• [What is required] Would you please return the lines of the material that contain the word "Çetin"?

• [Data]
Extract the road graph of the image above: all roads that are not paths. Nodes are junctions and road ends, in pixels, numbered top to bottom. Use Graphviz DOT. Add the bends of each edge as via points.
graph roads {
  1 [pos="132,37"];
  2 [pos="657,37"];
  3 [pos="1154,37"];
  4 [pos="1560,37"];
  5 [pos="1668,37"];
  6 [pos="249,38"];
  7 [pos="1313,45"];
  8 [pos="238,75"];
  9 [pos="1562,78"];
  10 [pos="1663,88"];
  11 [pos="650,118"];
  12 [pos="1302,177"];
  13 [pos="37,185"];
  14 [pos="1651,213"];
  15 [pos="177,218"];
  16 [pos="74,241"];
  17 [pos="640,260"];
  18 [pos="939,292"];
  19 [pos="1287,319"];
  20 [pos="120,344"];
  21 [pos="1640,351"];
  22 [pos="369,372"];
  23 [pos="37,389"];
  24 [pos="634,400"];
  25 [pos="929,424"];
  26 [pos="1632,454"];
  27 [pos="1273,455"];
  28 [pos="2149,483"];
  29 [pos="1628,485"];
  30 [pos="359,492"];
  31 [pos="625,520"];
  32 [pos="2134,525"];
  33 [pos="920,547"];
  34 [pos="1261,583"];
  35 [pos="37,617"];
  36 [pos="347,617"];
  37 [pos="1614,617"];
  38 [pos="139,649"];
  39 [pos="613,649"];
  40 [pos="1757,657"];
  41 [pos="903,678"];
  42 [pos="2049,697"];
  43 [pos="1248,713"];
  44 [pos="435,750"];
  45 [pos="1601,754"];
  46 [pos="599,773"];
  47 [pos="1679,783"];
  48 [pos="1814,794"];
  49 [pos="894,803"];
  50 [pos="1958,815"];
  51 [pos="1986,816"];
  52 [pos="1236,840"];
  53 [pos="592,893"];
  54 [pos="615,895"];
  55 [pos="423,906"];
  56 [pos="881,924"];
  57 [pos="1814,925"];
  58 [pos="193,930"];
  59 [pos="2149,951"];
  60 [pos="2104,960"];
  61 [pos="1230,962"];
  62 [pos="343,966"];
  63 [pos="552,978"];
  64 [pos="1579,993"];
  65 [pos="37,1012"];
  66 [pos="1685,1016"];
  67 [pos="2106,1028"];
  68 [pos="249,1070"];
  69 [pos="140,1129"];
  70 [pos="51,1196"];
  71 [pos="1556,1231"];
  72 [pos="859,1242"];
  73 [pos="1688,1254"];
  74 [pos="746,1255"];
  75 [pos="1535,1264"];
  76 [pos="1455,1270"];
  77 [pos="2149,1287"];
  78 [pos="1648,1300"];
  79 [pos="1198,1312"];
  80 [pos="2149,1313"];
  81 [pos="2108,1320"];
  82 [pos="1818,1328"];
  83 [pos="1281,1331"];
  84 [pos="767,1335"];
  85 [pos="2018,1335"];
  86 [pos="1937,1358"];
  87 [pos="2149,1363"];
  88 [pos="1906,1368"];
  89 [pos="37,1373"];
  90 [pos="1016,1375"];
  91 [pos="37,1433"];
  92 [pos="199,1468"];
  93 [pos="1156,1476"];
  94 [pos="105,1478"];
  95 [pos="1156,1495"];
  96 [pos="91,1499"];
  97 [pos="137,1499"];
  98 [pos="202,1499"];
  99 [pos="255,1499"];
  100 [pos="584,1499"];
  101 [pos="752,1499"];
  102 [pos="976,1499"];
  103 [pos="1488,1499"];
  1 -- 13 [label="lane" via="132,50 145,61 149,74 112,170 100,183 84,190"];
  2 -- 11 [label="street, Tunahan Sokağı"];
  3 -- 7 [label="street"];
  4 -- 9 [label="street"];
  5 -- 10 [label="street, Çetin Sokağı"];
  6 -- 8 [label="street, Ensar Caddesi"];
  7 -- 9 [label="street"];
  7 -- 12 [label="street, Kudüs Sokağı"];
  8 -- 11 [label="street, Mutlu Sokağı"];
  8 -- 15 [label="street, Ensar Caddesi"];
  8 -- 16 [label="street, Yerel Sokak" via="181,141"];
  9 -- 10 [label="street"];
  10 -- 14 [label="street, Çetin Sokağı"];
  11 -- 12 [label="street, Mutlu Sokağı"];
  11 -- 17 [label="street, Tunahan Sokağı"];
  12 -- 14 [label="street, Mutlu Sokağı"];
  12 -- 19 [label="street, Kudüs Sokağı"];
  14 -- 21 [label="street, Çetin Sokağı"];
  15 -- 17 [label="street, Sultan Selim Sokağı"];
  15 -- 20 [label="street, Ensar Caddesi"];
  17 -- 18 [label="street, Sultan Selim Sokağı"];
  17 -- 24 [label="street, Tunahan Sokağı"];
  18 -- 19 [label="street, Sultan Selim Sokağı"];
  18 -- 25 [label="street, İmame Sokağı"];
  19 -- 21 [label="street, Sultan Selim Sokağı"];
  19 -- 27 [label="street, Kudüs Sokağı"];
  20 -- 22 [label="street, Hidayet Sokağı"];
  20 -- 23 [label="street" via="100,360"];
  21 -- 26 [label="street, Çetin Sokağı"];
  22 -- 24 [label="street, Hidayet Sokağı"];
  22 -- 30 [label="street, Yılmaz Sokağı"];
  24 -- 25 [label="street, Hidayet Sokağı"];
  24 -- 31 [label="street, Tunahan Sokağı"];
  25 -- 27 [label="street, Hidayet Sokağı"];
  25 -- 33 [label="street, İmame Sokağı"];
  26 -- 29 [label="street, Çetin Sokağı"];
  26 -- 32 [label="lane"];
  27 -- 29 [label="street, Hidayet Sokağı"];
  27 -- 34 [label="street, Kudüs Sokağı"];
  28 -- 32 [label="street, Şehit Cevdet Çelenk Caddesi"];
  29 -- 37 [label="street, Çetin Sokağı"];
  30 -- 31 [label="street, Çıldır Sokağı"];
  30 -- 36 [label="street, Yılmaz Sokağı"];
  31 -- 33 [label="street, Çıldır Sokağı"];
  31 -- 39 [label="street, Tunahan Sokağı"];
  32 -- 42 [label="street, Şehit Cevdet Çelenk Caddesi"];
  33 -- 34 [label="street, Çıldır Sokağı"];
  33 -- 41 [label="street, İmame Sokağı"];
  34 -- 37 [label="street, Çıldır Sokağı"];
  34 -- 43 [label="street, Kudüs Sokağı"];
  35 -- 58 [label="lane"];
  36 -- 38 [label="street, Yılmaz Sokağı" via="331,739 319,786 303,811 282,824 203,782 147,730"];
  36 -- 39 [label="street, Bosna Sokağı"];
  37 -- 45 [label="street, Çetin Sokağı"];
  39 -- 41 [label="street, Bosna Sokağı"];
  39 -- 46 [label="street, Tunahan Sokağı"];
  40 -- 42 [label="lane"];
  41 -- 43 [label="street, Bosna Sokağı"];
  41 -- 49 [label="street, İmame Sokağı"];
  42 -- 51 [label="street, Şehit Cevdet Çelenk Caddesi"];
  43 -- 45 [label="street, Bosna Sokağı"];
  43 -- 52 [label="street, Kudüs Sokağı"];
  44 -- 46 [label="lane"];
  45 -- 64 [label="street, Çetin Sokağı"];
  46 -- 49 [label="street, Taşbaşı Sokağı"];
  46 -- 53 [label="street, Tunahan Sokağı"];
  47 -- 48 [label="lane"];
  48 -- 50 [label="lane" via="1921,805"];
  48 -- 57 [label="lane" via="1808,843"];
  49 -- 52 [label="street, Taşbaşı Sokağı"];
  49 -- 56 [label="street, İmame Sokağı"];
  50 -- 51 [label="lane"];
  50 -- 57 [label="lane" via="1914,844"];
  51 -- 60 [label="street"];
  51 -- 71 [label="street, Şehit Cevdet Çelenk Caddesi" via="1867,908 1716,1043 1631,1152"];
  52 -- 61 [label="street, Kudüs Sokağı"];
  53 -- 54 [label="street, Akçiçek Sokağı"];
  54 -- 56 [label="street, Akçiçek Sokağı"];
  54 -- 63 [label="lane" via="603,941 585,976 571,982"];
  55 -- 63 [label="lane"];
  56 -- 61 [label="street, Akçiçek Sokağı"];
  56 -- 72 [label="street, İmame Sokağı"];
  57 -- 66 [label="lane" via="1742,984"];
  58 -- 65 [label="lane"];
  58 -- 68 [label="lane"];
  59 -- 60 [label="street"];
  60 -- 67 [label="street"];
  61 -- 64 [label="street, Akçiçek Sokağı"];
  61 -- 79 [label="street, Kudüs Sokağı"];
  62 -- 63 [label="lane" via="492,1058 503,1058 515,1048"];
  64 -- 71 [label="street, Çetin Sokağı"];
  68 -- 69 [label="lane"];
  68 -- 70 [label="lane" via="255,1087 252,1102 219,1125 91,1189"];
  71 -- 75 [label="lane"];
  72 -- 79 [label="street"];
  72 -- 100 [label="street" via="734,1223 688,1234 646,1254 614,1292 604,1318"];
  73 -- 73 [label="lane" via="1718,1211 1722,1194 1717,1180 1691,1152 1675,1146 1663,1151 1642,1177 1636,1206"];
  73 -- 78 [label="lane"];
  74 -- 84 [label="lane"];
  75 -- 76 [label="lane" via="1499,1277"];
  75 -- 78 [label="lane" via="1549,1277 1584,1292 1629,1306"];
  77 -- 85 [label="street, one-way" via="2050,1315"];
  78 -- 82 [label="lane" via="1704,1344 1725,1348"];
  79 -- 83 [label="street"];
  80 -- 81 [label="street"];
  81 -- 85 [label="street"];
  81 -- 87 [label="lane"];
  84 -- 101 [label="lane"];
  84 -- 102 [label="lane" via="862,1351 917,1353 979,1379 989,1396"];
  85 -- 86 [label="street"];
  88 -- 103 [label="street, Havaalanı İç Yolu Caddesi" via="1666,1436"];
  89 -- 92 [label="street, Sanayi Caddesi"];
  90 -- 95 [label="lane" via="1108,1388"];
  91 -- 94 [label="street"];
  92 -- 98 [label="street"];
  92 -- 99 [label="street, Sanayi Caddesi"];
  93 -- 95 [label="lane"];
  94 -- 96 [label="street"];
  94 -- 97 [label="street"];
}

• [Reply]
  5 -- 10 [label="street, Çetin Sokağı"];
  10 -- 14 [label="street, Çetin Sokağı"];
  14 -- 21 [label="street, Çetin Sokağı"];
  21 -- 26 [label="street, Çetin Sokağı"];
  26 -- 29 [label="street, Çetin Sokağı"];
  29 -- 37 [label="street, Çetin Sokağı"];
  37 -- 45 [label="street, Çetin Sokağı"];
  45 -- 64 [label="street, Çetin Sokağı"];
  64 -- 71 [label="street, Çetin Sokağı"];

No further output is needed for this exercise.